_Exercise objective_
Please return the lines of the data that contain "points".

_Input records_
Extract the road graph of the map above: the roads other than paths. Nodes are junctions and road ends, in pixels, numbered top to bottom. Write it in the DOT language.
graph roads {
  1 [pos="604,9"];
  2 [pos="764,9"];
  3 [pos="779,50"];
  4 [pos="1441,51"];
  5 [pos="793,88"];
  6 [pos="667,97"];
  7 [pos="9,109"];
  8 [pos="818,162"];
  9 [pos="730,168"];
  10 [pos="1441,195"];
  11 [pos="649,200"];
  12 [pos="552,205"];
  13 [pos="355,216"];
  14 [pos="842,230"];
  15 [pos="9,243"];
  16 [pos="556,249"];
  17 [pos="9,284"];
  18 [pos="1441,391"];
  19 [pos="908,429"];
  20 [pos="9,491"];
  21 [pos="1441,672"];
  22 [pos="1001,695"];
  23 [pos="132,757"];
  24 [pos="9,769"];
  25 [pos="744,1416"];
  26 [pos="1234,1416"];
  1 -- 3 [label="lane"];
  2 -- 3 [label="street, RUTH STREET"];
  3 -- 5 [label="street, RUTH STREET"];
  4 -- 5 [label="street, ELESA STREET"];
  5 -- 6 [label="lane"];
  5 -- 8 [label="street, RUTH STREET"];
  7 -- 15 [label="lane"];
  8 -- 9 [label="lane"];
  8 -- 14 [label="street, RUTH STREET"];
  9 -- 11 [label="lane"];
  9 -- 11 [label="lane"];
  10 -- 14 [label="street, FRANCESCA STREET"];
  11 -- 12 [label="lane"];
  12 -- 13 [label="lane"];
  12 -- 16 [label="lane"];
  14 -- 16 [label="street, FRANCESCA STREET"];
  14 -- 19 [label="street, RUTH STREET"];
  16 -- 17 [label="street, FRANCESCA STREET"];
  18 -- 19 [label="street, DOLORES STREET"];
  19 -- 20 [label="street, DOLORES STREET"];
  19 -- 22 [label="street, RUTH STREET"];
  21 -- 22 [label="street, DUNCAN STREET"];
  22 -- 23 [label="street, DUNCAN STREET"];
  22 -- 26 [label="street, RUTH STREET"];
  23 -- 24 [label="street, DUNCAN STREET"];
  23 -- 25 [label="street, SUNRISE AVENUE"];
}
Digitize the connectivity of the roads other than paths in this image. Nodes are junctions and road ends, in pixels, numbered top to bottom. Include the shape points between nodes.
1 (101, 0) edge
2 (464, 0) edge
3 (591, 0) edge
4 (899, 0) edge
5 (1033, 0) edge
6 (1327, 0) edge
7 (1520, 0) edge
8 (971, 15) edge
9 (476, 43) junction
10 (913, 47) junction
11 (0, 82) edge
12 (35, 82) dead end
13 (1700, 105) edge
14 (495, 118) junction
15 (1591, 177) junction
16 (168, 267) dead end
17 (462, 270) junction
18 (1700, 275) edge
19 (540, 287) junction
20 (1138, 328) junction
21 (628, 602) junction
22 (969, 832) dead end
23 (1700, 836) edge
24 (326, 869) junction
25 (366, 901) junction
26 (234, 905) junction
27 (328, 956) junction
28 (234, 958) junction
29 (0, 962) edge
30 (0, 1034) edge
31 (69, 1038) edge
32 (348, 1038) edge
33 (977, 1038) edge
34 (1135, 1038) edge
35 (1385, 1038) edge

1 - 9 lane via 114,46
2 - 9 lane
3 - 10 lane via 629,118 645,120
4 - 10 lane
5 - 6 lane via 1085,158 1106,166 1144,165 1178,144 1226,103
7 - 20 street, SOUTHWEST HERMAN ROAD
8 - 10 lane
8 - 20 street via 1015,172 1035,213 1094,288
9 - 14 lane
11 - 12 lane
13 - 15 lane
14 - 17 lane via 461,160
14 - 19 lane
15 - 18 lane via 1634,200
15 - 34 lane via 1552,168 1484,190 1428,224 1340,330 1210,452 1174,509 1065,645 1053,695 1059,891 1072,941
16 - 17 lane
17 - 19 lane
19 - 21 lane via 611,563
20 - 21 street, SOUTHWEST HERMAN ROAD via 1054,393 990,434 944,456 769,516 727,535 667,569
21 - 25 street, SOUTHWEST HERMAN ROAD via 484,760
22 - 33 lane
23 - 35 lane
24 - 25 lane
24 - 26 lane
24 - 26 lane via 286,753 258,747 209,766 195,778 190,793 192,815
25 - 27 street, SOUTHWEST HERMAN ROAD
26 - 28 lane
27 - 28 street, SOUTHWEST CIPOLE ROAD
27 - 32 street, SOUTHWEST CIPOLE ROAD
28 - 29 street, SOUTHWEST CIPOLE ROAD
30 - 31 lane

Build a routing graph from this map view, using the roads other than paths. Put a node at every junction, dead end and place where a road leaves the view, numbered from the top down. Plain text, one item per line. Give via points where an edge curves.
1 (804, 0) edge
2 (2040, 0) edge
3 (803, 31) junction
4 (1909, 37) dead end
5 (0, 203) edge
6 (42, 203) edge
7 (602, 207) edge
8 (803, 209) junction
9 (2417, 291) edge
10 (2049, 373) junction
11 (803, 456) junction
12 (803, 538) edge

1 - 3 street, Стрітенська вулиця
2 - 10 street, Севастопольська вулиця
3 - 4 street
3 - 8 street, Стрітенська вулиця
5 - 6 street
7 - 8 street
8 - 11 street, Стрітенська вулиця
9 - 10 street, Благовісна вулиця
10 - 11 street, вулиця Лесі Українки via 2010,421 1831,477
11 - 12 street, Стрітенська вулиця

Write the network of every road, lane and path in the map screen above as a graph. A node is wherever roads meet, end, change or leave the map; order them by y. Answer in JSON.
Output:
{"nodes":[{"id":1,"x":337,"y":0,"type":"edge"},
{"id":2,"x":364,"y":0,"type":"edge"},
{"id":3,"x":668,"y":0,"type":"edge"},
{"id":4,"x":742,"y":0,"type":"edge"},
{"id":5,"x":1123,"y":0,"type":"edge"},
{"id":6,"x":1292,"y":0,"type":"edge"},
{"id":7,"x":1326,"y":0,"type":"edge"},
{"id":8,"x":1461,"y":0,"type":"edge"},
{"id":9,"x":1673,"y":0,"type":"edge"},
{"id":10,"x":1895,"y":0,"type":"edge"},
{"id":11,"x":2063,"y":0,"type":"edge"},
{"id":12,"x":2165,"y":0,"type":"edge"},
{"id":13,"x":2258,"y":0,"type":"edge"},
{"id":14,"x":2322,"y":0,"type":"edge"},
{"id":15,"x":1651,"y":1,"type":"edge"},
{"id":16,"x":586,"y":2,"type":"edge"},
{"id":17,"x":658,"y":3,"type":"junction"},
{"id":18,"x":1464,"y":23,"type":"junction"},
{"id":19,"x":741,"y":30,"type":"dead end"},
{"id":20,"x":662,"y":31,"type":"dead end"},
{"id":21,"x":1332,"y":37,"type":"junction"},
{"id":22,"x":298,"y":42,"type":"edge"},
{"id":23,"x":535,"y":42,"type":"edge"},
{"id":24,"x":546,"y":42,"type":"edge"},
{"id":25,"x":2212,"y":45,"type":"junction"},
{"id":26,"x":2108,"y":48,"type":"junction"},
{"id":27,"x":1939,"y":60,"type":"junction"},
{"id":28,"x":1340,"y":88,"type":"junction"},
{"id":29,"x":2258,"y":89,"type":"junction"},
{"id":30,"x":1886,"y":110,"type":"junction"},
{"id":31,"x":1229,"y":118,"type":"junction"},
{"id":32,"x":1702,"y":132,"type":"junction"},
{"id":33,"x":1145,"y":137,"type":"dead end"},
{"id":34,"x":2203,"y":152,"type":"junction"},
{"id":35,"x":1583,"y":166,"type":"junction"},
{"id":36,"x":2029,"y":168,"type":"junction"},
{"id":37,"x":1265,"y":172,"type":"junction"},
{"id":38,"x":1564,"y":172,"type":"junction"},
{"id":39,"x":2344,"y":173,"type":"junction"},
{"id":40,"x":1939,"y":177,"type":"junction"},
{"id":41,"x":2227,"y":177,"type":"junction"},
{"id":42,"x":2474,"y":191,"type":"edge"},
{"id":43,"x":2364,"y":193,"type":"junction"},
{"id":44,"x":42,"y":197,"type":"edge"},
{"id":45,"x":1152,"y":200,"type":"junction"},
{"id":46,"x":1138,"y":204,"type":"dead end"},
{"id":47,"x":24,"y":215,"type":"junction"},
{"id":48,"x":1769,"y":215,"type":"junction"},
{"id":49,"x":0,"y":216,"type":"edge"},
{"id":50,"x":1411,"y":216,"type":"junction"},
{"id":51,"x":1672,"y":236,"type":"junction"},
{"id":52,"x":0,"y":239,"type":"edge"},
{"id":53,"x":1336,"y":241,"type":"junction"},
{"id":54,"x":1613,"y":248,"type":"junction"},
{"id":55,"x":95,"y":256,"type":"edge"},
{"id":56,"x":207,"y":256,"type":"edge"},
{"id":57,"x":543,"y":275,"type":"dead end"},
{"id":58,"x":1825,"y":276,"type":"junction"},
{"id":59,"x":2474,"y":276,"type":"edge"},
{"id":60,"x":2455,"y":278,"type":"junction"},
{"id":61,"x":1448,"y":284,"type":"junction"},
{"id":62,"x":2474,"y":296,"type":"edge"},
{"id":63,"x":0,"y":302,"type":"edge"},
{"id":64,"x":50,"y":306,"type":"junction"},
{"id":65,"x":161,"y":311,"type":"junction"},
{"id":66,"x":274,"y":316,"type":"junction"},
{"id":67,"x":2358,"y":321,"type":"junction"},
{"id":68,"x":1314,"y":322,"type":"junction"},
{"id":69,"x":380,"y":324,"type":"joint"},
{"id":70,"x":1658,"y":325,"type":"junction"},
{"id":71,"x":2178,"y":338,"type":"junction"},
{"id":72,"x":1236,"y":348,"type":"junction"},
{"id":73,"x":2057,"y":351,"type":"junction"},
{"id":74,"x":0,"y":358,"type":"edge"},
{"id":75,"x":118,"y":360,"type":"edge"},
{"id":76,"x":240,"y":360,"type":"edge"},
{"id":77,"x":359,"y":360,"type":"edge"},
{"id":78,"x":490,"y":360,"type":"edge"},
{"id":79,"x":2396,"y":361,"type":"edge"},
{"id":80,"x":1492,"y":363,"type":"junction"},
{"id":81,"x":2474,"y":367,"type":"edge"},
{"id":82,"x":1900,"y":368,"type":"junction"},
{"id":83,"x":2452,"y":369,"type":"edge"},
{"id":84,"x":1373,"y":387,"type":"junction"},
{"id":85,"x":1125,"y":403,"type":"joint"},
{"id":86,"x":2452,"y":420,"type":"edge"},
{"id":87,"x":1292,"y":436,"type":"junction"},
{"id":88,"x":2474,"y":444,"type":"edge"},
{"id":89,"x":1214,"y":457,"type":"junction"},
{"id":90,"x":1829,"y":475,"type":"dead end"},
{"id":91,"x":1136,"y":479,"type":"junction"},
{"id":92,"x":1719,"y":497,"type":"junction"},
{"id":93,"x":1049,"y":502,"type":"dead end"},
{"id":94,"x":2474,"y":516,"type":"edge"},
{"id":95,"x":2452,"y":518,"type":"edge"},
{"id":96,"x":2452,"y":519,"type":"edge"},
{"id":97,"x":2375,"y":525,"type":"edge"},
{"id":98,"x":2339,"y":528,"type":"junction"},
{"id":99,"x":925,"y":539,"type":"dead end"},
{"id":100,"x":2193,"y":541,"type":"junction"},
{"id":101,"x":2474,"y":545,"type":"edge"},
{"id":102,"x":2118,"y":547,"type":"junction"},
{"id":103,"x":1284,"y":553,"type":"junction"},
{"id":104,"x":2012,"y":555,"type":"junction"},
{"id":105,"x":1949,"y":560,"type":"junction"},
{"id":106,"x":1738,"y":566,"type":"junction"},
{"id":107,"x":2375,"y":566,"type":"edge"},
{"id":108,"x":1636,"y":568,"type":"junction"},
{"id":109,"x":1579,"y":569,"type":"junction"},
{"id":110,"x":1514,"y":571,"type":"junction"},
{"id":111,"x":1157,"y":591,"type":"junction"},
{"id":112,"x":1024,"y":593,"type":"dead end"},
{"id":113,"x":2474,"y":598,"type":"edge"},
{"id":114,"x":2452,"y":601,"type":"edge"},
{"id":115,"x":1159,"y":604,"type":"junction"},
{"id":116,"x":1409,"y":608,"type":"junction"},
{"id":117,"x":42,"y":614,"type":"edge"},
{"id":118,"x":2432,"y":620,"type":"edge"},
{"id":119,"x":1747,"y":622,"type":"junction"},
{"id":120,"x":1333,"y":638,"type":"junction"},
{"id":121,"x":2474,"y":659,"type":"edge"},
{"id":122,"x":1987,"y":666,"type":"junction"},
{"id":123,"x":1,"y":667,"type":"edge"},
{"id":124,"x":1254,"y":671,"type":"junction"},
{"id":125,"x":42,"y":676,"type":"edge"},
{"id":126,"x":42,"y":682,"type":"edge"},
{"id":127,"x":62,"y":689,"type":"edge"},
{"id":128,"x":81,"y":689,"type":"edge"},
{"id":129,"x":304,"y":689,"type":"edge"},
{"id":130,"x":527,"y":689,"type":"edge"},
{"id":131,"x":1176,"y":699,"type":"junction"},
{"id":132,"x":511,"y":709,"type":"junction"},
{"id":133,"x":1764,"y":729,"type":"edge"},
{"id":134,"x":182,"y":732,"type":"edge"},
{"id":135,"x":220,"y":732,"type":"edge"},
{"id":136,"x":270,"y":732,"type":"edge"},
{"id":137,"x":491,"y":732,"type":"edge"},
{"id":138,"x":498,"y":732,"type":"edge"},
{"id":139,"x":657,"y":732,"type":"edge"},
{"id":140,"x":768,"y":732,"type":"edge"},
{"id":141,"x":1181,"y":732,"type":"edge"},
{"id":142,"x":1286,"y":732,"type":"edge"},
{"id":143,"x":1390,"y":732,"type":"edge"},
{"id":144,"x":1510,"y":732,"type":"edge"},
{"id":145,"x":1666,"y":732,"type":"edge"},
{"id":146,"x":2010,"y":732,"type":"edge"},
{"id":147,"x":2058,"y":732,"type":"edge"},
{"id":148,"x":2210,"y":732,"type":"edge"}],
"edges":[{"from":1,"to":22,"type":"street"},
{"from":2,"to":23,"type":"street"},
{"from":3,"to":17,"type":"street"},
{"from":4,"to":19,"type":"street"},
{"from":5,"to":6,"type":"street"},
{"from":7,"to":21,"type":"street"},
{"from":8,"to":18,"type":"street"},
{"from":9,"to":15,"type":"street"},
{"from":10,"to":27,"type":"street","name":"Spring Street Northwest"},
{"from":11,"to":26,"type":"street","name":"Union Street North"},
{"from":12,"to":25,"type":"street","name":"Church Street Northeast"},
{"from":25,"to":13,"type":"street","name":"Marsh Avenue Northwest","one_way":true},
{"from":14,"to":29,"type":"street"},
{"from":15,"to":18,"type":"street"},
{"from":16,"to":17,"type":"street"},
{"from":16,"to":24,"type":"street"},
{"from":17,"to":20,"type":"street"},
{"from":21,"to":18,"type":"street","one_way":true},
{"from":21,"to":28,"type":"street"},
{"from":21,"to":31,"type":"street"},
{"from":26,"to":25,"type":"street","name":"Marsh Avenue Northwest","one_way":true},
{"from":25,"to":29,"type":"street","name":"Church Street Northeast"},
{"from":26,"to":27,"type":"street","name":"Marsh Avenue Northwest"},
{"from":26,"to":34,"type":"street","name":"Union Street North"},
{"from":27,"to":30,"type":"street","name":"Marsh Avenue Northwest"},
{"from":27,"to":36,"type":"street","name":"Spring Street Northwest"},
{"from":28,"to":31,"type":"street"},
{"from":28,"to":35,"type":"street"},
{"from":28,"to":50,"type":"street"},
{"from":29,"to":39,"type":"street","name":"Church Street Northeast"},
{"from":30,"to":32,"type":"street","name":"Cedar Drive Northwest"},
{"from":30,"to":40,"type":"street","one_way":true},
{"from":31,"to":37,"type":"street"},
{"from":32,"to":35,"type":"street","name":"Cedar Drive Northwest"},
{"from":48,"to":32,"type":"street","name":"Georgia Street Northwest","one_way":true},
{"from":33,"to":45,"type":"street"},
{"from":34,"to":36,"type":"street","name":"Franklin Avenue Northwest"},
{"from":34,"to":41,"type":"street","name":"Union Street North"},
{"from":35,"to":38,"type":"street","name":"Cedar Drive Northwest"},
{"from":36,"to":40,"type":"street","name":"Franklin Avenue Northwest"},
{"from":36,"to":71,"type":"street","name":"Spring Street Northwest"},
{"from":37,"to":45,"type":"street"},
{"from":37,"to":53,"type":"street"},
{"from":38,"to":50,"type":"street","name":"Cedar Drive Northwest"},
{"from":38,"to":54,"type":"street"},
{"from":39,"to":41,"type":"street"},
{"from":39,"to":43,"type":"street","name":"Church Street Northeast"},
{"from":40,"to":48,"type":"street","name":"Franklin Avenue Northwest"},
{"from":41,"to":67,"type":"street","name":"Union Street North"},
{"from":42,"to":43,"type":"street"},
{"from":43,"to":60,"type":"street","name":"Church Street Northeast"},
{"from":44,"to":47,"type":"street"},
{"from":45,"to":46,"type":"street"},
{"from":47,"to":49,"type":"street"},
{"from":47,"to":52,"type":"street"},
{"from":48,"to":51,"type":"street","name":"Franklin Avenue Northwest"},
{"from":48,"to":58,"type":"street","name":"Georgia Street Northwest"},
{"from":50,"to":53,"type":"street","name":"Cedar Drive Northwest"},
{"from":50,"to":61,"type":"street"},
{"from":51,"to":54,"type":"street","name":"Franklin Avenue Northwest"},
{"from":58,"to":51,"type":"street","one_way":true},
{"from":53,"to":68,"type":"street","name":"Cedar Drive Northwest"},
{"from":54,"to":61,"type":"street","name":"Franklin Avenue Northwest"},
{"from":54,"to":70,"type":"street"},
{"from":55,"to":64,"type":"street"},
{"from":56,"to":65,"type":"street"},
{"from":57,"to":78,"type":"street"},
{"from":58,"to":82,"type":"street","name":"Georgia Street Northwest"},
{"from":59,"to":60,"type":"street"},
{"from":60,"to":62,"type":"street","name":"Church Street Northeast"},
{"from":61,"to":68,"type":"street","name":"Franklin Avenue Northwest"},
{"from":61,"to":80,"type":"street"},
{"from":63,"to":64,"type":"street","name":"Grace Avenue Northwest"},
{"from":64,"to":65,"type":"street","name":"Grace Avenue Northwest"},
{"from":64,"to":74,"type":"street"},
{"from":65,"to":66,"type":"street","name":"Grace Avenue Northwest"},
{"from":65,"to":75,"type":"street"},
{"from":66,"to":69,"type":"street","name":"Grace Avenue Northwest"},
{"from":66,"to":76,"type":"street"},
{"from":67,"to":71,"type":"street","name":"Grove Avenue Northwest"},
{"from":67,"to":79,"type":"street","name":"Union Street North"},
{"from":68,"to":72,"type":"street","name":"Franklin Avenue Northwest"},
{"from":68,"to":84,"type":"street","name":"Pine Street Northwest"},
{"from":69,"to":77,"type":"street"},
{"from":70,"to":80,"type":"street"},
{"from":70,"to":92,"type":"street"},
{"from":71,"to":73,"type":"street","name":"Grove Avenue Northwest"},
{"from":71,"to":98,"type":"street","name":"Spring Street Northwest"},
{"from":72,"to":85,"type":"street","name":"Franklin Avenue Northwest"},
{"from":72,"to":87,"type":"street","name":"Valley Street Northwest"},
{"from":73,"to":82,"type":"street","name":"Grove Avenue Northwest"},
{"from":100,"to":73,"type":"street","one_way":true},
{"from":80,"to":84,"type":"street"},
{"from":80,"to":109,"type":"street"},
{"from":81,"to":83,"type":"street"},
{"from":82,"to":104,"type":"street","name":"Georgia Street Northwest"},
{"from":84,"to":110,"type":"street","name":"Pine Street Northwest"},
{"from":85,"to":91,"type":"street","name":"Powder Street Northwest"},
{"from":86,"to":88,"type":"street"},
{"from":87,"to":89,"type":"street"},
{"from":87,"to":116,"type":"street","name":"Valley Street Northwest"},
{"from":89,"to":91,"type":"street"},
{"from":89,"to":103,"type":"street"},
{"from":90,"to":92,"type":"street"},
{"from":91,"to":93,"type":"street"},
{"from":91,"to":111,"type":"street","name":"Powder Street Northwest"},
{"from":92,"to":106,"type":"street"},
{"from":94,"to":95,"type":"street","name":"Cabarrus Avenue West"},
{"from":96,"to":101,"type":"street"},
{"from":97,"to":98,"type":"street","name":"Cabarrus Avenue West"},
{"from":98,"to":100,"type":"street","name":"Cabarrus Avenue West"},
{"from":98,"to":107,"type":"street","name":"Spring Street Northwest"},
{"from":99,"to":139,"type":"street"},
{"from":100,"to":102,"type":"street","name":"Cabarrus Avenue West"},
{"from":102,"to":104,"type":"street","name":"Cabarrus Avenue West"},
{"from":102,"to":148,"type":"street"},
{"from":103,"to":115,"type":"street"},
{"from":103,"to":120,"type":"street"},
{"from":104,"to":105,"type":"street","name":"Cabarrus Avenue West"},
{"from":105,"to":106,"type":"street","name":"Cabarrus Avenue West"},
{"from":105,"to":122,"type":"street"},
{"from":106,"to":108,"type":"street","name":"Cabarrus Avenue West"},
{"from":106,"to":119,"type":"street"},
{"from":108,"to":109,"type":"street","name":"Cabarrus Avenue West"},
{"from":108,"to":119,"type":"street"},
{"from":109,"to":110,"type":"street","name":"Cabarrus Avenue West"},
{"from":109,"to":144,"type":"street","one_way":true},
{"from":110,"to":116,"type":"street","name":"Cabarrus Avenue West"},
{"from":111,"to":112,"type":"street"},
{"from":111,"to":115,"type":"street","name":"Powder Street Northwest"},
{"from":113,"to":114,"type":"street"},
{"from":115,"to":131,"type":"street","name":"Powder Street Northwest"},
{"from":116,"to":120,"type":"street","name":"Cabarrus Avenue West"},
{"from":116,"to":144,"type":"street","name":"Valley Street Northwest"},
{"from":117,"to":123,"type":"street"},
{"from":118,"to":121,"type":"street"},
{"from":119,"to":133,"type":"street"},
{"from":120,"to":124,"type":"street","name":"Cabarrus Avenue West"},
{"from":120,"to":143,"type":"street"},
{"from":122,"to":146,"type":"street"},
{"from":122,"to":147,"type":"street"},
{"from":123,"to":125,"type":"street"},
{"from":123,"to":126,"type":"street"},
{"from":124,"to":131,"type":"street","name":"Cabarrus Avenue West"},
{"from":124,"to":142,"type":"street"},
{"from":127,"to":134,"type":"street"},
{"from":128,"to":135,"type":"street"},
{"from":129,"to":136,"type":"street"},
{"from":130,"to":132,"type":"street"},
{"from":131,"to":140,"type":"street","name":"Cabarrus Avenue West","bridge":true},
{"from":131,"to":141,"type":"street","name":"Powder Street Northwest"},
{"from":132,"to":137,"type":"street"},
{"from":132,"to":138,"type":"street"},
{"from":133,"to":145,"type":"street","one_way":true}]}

_Solution_
Digitize the connectivity of the roads other than paths in this image. Nodes are junctions and road ends, in pixels, numbered top to bottom. Include the shape points between nodes.
Build a routing graph from this map view, using the roads other than paths. Put a node at every junction, dead end and place where a road leaves the view, numbered from the top down. Plain text, one item per line. Give via points where an edge curves.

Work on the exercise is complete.